EXERCISE AIM:
Your output should contain every record, unchanged.

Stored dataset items
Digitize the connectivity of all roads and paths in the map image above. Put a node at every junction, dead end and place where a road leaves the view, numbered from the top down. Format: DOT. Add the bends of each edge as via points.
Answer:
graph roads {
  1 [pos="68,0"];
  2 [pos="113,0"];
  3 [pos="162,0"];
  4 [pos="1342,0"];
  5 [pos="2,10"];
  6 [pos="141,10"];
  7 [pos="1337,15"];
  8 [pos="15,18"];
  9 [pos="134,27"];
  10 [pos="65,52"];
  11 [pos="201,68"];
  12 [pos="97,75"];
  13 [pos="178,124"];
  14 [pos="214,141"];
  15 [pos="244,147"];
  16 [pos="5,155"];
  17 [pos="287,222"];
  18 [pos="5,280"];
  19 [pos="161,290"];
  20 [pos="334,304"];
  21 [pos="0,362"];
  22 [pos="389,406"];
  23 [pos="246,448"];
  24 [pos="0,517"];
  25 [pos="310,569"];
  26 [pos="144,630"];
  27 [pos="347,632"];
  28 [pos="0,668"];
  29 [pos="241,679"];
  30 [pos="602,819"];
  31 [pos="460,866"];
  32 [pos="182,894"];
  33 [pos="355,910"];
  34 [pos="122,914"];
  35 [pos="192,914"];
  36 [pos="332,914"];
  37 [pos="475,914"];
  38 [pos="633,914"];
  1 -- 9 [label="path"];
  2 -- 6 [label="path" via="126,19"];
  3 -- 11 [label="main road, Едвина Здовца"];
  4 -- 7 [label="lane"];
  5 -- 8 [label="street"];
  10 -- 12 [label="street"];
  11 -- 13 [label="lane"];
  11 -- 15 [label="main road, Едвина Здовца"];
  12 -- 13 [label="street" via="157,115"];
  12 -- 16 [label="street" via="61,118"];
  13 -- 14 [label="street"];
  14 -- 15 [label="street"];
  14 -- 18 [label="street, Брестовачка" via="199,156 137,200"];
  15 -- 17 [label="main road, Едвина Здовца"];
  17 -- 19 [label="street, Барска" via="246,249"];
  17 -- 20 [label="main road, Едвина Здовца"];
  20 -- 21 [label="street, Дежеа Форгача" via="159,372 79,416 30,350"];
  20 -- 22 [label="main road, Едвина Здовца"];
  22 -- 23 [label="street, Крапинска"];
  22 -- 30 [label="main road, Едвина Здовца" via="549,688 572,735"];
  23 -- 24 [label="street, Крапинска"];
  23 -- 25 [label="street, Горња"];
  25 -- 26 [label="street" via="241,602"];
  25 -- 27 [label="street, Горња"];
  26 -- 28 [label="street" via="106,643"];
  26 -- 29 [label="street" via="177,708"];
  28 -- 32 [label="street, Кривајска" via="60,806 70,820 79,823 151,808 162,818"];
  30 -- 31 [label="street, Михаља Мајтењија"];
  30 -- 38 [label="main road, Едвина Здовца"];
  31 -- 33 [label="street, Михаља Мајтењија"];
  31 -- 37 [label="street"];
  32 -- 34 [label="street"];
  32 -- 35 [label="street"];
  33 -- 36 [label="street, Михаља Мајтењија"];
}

RESPONSE TO THE TASK:
Digitize the connectivity of all roads and paths in the map image above. Put a node at every junction, dead end and place where a road leaves the view, numbered from the top down. Format: DOT. Add the bends of each edge as via points.
Answer:
graph roads {
  1 [pos="68,0"];
  2 [pos="113,0"];
  3 [pos="162,0"];
  4 [pos="1342,0"];
  5 [pos="2,10"];
  6 [pos="141,10"];
  7 [pos="1337,15"];
  8 [pos="15,18"];
  9 [pos="134,27"];
  10 [pos="65,52"];
  11 [pos="201,68"];
  12 [pos="97,75"];
  13 [pos="178,124"];
  14 [pos="214,141"];
  15 [pos="244,147"];
  16 [pos="5,155"];
  17 [pos="287,222"];
  18 [pos="5,280"];
  19 [pos="161,290"];
  20 [pos="334,304"];
  21 [pos="0,362"];
  22 [pos="389,406"];
  23 [pos="246,448"];
  24 [pos="0,517"];
  25 [pos="310,569"];
  26 [pos="144,630"];
  27 [pos="347,632"];
  28 [pos="0,668"];
  29 [pos="241,679"];
  30 [pos="602,819"];
  31 [pos="460,866"];
  32 [pos="182,894"];
  33 [pos="355,910"];
  34 [pos="122,914"];
  35 [pos="192,914"];
  36 [pos="332,914"];
  37 [pos="475,914"];
  38 [pos="633,914"];
  1 -- 9 [label="path"];
  2 -- 6 [label="path" via="126,19"];
  3 -- 11 [label="main road, Едвина Здовца"];
  4 -- 7 [label="lane"];
  5 -- 8 [label="street"];
  10 -- 12 [label="street"];
  11 -- 13 [label="lane"];
  11 -- 15 [label="main road, Едвина Здовца"];
  12 -- 13 [label="street" via="157,115"];
  12 -- 16 [label="street" via="61,118"];
  13 -- 14 [label="street"];
  14 -- 15 [label="street"];
  14 -- 18 [label="street, Брестовачка" via="199,156 137,200"];
  15 -- 17 [label="main road, Едвина Здовца"];
  17 -- 19 [label="street, Барска" via="246,249"];
  17 -- 20 [label="main road, Едвина Здовца"];
  20 -- 21 [label="street, Дежеа Форгача" via="159,372 79,416 30,350"];
  20 -- 22 [label="main road, Едвина Здовца"];
  22 -- 23 [label="street, Крапинска"];
  22 -- 30 [label="main road, Едвина Здовца" via="549,688 572,735"];
  23 -- 24 [label="street, Крапинска"];
  23 -- 25 [label="street, Горња"];
  25 -- 26 [label="street" via="241,602"];
  25 -- 27 [label="street, Горња"];
  26 -- 28 [label="street" via="106,643"];
  26 -- 29 [label="street" via="177,708"];
  28 -- 32 [label="street, Кривајска" via="60,806 70,820 79,823 151,808 162,818"];
  30 -- 31 [label="street, Михаља Мајтењија"];
  30 -- 38 [label="main road, Едвина Здовца"];
  31 -- 33 [label="street, Михаља Мајтењија"];
  31 -- 37 [label="street"];
  32 -- 34 [label="street"];
  32 -- 35 [label="street"];
  33 -- 36 [label="street, Михаља Мајтењија"];
}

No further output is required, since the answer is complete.